シリーズ前から注目を集めた地元の中井兄弟。弟の中井俊亮は準決4着で惜しくも優出を逃し、決勝で兄・太祐との連係はかなわなかった。ただ、シリーズ2勝を挙げ、4日間、人気に支持されている中での競走は今後の成長につながったに違いない。

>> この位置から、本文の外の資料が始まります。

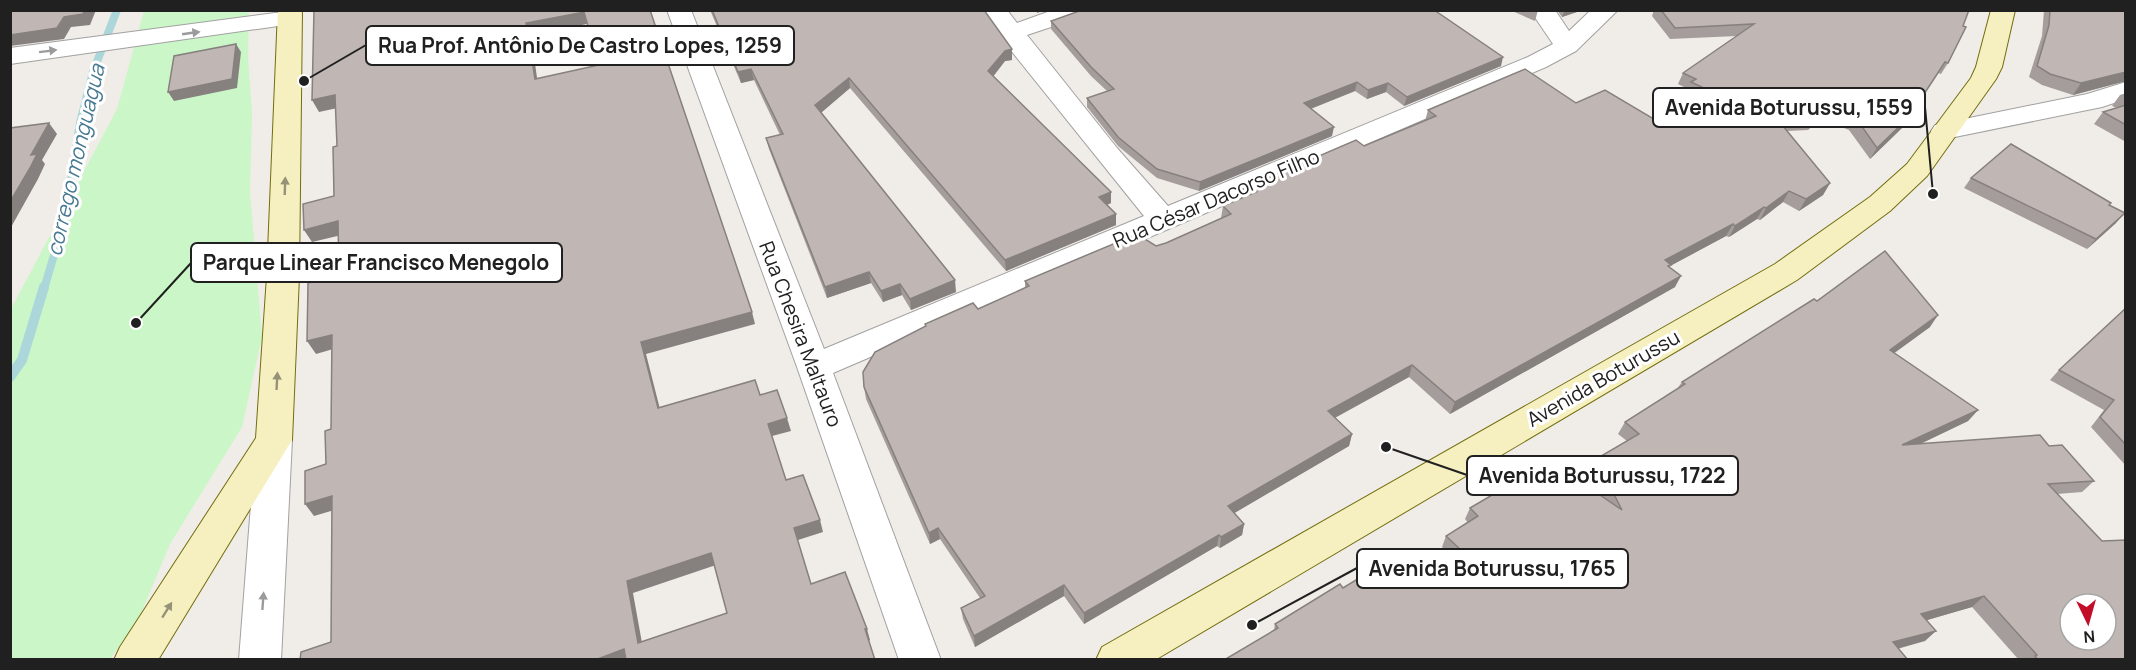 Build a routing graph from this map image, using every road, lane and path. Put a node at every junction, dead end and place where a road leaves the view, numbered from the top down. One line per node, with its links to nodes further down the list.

「(準決敗退で)かなり悔しかったです。やっぱり自力がまだまだ足りないからこそ、ああいうチャンスをモノにできなかったんだと思います。4月の後半から5月にかけて練習のやりだめはできていたので、ここ最近はレースが続いていたんですけど、調子自体は良かった。9車立ての自力戦っていうのにも特に不安とかはなかったですし、実力不足ですね。(準決は)佐藤(一伸)さんは出させても良かったんですけど、嫌なタイミングで大矢(崇弘)さんに来られてしまった。焦ったわけじゃないんですけど、反応が遅れてしまいましたね。残り1周のあの時点で勝負あった感じですね。本当に悔しいですけど、また来年チャンスをもらえたら頑張りたい」
大川龍二は初日特選を制すと、二次予選をまくりで快勝。準決は三宅達也との車単で1番人気に推され、前団をのみ込む勢いのまくりを打ったが、渡辺十夢のけん制で失速して敗退。だが、今シリーズは4日間、ラインの先頭で戦い、直前の西武園F1で優勝するなど練習での確かな手ごたえをつかんでいた。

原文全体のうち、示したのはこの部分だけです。